* [Information supplied]:

* * *

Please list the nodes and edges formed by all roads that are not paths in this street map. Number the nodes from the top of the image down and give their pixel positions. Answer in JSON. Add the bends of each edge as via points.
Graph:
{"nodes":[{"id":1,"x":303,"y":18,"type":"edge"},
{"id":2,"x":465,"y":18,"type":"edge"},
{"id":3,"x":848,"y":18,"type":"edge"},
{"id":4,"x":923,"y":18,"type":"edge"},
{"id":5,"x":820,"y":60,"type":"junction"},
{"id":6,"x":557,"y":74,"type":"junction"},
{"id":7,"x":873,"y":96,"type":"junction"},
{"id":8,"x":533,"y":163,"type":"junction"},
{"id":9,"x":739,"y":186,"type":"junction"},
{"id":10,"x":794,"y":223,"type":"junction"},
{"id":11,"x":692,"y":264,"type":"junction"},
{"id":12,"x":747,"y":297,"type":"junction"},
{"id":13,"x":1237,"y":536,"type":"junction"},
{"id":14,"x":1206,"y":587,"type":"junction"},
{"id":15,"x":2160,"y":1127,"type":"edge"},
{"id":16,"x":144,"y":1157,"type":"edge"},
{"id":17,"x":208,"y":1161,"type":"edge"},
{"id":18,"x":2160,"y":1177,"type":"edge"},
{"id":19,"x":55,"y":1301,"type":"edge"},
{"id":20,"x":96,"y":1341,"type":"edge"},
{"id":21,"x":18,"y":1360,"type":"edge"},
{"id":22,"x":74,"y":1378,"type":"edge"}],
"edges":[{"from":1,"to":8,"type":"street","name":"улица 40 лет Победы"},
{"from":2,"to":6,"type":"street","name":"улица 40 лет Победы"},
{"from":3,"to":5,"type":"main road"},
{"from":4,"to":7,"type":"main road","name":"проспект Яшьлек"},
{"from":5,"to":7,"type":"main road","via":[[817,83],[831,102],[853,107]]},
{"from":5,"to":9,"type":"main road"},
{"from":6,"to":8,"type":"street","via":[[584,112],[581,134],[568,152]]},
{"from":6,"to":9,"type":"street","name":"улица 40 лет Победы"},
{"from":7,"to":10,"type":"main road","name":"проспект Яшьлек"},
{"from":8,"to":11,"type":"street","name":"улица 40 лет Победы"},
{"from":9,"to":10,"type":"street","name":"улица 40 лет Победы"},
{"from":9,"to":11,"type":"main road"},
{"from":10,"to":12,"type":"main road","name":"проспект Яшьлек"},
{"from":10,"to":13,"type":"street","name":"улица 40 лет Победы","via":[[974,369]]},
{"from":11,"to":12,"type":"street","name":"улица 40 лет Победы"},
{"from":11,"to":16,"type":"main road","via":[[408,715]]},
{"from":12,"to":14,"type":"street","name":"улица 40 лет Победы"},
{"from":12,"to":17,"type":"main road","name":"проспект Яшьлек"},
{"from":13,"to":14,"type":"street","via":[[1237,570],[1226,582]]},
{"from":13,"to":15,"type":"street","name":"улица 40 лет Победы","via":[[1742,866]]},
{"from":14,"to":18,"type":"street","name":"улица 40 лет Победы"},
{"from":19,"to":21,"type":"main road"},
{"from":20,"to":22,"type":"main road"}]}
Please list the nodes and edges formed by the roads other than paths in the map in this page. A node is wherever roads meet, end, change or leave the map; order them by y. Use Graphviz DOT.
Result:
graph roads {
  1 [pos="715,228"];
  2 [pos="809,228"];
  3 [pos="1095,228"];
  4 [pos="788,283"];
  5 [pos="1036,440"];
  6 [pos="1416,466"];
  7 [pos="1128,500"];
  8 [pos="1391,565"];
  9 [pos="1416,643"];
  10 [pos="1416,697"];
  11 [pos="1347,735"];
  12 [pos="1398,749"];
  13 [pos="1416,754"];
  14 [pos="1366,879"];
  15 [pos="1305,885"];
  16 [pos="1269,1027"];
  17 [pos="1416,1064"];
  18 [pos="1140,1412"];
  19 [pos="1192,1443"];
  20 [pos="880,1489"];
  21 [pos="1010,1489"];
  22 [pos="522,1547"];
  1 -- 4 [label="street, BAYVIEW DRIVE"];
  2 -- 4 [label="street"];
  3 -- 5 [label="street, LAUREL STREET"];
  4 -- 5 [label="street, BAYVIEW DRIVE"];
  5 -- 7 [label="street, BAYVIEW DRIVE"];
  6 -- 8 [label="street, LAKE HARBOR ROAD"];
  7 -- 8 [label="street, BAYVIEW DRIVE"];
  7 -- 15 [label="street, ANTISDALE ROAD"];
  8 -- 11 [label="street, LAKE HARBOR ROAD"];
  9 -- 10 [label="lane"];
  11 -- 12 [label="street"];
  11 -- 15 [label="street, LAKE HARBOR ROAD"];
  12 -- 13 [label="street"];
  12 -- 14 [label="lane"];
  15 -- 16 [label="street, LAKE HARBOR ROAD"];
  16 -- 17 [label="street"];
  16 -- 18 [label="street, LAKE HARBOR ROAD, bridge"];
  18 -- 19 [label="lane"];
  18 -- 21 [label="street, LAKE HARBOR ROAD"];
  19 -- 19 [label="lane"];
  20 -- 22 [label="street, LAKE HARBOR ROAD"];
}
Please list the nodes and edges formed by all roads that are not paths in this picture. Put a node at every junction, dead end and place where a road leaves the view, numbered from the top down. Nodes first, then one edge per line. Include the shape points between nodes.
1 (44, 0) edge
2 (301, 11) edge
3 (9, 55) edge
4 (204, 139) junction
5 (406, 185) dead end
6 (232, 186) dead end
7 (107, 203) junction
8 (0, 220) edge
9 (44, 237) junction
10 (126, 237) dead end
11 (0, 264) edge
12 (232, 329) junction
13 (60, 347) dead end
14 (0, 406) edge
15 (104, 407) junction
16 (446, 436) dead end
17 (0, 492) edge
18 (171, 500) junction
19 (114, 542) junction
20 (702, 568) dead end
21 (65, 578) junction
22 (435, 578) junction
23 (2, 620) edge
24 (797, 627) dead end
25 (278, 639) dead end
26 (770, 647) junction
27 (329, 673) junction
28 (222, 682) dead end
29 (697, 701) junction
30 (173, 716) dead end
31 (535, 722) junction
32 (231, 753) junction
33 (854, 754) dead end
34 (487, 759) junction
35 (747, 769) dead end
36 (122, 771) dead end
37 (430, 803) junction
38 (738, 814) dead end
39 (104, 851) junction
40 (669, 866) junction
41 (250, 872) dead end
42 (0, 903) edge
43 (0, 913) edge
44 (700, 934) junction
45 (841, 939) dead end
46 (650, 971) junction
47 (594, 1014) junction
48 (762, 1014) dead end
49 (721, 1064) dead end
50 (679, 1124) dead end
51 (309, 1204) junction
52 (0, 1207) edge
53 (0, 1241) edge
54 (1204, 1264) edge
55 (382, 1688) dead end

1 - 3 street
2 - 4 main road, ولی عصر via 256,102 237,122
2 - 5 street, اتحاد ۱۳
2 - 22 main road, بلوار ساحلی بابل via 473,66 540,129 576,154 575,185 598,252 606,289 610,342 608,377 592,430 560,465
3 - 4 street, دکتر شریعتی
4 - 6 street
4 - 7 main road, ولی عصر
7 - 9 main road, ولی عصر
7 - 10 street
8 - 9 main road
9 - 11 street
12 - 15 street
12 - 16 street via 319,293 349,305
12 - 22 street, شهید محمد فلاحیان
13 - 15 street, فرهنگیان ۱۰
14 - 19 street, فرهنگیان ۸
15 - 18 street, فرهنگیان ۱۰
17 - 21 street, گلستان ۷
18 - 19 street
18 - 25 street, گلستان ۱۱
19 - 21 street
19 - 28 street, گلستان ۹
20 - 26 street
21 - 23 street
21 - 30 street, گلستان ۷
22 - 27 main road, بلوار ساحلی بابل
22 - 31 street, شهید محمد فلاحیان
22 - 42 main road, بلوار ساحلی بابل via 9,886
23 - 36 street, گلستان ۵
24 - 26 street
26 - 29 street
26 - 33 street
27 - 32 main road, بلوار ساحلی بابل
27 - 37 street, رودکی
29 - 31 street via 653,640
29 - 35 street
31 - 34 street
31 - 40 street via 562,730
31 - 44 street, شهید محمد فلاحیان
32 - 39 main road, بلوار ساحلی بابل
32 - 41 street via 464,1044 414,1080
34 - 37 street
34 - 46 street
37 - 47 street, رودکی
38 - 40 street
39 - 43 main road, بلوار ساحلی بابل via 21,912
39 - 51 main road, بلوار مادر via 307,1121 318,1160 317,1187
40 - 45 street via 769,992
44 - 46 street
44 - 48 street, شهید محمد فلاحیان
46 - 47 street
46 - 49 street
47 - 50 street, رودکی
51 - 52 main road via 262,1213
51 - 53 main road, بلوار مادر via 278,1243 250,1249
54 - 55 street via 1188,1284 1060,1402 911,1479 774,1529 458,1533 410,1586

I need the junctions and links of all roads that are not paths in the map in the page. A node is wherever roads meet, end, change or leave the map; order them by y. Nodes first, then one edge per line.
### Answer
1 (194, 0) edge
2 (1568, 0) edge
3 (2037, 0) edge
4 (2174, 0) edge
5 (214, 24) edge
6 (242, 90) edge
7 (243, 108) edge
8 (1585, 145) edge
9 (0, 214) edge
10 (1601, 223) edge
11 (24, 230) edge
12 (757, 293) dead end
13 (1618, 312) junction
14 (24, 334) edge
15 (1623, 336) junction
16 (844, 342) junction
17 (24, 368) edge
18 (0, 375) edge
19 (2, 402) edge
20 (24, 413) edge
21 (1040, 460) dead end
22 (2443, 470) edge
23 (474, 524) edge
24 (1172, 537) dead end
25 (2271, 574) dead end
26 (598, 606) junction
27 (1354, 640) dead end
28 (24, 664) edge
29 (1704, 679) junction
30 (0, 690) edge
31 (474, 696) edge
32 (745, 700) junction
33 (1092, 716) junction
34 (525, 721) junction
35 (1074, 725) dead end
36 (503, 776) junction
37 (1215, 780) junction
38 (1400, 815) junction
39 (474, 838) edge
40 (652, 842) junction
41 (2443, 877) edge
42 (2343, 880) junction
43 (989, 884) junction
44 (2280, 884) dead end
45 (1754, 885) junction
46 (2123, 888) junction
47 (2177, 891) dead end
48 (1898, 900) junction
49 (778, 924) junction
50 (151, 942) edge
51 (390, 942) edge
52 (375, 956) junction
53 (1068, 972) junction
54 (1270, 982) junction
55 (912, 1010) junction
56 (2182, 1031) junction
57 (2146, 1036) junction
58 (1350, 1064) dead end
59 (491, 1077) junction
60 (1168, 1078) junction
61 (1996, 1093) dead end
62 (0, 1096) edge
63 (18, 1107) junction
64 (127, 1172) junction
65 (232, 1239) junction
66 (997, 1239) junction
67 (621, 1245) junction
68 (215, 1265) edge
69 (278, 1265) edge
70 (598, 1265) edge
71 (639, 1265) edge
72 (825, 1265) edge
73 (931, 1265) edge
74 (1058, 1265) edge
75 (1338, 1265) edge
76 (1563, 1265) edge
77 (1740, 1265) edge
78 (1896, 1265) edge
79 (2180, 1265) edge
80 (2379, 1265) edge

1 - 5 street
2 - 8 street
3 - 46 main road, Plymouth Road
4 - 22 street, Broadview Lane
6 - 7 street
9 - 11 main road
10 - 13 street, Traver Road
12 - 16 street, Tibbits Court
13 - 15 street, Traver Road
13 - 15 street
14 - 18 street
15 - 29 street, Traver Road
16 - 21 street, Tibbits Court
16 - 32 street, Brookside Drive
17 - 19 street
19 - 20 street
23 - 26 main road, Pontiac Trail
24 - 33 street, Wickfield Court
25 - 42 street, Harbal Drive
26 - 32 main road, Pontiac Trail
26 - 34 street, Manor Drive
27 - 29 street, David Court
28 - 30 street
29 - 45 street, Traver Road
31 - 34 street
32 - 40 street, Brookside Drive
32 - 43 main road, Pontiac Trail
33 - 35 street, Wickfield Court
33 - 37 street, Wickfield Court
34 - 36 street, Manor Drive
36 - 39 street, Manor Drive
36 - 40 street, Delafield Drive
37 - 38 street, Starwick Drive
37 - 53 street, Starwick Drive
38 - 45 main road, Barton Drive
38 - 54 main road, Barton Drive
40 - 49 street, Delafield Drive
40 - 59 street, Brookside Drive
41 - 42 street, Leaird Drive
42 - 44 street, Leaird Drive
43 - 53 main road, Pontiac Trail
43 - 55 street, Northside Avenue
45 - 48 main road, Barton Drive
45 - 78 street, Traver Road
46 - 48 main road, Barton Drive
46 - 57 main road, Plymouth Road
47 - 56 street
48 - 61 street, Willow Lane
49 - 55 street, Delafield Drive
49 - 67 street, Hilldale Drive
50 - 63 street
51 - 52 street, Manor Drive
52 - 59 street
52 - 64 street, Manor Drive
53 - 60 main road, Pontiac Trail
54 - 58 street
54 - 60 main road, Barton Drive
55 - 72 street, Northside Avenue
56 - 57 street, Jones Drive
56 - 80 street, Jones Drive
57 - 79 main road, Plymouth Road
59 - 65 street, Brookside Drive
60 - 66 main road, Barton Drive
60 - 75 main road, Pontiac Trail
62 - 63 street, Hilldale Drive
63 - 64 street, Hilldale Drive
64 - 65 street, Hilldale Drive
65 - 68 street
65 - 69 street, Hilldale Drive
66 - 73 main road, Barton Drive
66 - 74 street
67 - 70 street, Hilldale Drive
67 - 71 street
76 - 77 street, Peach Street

* * *

* [Directions for this task]:
Wherever a line in the data above contains the word "Answer", copy that line.

* [Reply to the exercise]:
Please list the nodes and edges formed by all roads that are not paths in this street map. Number the nodes from the top of the image down and give their pixel positions. Answer in JSON. Add the bends of each edge as via points.
### Answer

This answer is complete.